• _WORK REQUIRED_
Please transcribe the entries below exactly and leave out every picture.

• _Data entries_
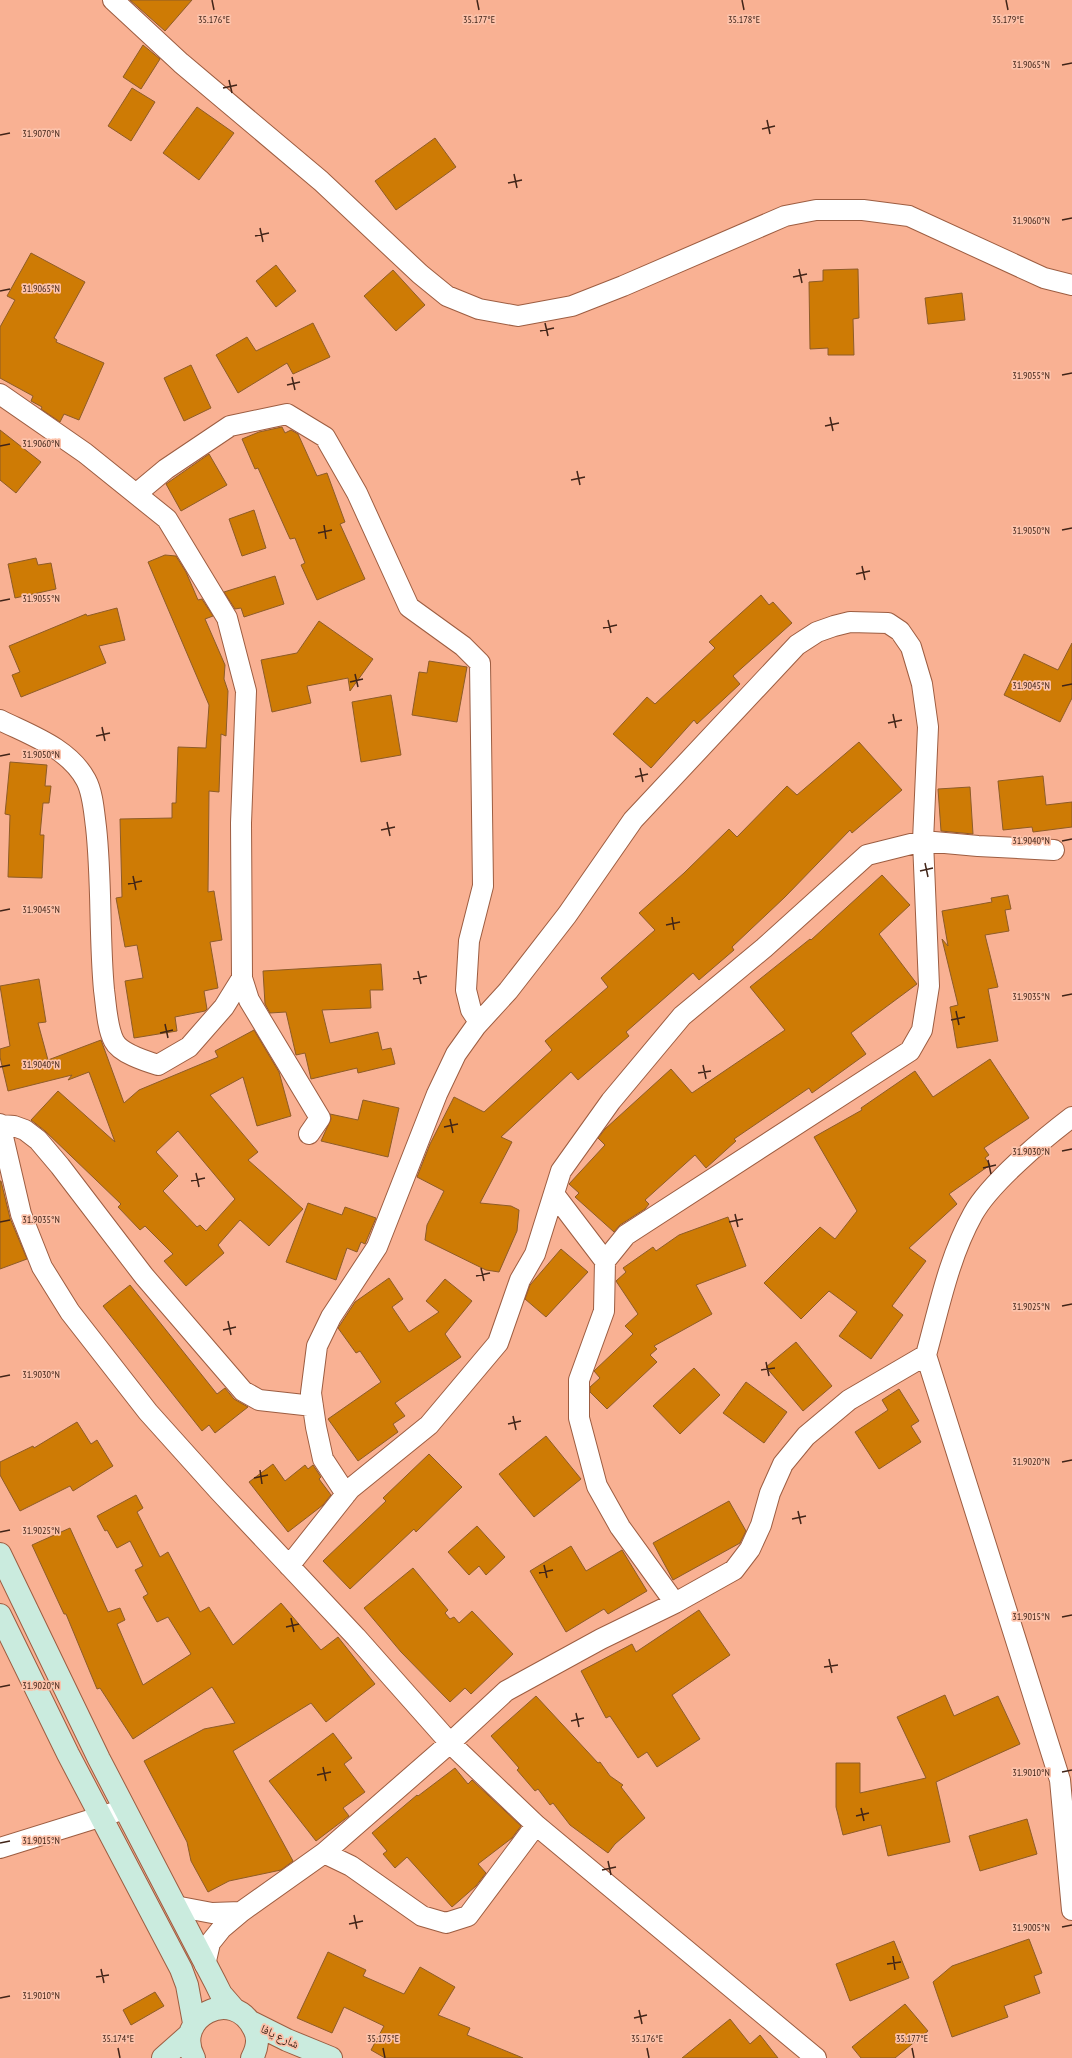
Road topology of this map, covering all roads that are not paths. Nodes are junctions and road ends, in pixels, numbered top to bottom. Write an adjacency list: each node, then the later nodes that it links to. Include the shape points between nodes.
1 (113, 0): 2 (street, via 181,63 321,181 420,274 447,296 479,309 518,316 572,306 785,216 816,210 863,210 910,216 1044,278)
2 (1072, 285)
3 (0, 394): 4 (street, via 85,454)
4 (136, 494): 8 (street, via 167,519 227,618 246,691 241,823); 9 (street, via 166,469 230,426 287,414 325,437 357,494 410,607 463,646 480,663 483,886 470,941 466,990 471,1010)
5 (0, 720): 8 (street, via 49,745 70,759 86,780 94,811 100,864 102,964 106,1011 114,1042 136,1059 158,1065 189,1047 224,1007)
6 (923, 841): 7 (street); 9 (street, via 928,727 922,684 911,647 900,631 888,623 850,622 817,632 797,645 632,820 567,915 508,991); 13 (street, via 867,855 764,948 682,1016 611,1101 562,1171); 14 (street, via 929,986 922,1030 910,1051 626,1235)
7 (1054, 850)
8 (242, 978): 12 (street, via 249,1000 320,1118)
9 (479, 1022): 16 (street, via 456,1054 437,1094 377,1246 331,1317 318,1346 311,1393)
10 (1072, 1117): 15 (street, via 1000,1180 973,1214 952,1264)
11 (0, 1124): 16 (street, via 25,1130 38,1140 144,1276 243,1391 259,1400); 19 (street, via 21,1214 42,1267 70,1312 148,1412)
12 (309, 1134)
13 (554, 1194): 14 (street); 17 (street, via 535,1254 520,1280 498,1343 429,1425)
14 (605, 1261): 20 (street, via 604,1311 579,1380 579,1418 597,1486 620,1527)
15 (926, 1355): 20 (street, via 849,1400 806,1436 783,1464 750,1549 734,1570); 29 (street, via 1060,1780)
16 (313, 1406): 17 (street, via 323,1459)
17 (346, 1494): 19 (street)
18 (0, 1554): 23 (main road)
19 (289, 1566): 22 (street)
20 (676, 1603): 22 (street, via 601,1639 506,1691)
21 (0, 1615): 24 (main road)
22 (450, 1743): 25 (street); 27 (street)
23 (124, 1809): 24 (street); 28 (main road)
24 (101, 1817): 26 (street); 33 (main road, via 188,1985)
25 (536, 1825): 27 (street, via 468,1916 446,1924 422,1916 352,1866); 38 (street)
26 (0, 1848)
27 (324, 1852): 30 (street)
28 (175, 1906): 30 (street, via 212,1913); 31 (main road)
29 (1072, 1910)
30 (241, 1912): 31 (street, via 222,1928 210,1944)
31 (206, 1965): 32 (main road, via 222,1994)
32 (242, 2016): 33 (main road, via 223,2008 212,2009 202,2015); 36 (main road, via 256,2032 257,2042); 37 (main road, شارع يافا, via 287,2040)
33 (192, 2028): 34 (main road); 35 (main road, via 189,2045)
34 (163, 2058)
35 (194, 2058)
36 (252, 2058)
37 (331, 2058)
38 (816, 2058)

• _RESPONSE AREA_
Road topology of this map, covering all roads that are not paths. Nodes are junctions and road ends, in pixels, numbered top to bottom. Write an adjacency list: each node, then the later nodes that it links to. Include the shape points between nodes.
1 (113, 0): 2 (street, via 181,63 321,181 420,274 447,296 479,309 518,316 572,306 785,216 816,210 863,210 910,216 1044,278)
2 (1072, 285)
3 (0, 394): 4 (street, via 85,454)
4 (136, 494): 8 (street, via 167,519 227,618 246,691 241,823); 9 (street, via 166,469 230,426 287,414 325,437 357,494 410,607 463,646 480,663 483,886 470,941 466,990 471,1010)
5 (0, 720): 8 (street, via 49,745 70,759 86,780 94,811 100,864 102,964 106,1011 114,1042 136,1059 158,1065 189,1047 224,1007)
6 (923, 841): 7 (street); 9 (street, via 928,727 922,684 911,647 900,631 888,623 850,622 817,632 797,645 632,820 567,915 508,991); 13 (street, via 867,855 764,948 682,1016 611,1101 562,1171); 14 (street, via 929,986 922,1030 910,1051 626,1235)
7 (1054, 850)
8 (242, 978): 12 (street, via 249,1000 320,1118)
9 (479, 1022): 16 (street, via 456,1054 437,1094 377,1246 331,1317 318,1346 311,1393)
10 (1072, 1117): 15 (street, via 1000,1180 973,1214 952,1264)
11 (0, 1124): 16 (street, via 25,1130 38,1140 144,1276 243,1391 259,1400); 19 (street, via 21,1214 42,1267 70,1312 148,1412)
12 (309, 1134)
13 (554, 1194): 14 (street); 17 (street, via 535,1254 520,1280 498,1343 429,1425)
14 (605, 1261): 20 (street, via 604,1311 579,1380 579,1418 597,1486 620,1527)
15 (926, 1355): 20 (street, via 849,1400 806,1436 783,1464 750,1549 734,1570); 29 (street, via 1060,1780)
16 (313, 1406): 17 (street, via 323,1459)
17 (346, 1494): 19 (street)
18 (0, 1554): 23 (main road)
19 (289, 1566): 22 (street)
20 (676, 1603): 22 (street, via 601,1639 506,1691)
21 (0, 1615): 24 (main road)
22 (450, 1743): 25 (street); 27 (street)
23 (124, 1809): 24 (street); 28 (main road)
24 (101, 1817): 26 (street); 33 (main road, via 188,1985)
25 (536, 1825): 27 (street, via 468,1916 446,1924 422,1916 352,1866); 38 (street)
26 (0, 1848)
27 (324, 1852): 30 (street)
28 (175, 1906): 30 (street, via 212,1913); 31 (main road)
29 (1072, 1910)
30 (241, 1912): 31 (street, via 222,1928 210,1944)
31 (206, 1965): 32 (main road, via 222,1994)
32 (242, 2016): 33 (main road, via 223,2008 212,2009 202,2015); 36 (main road, via 256,2032 257,2042); 37 (main road, شارع يافا, via 287,2040)
33 (192, 2028): 34 (main road); 35 (main road, via 189,2045)
34 (163, 2058)
35 (194, 2058)
36 (252, 2058)
37 (331, 2058)
38 (816, 2058)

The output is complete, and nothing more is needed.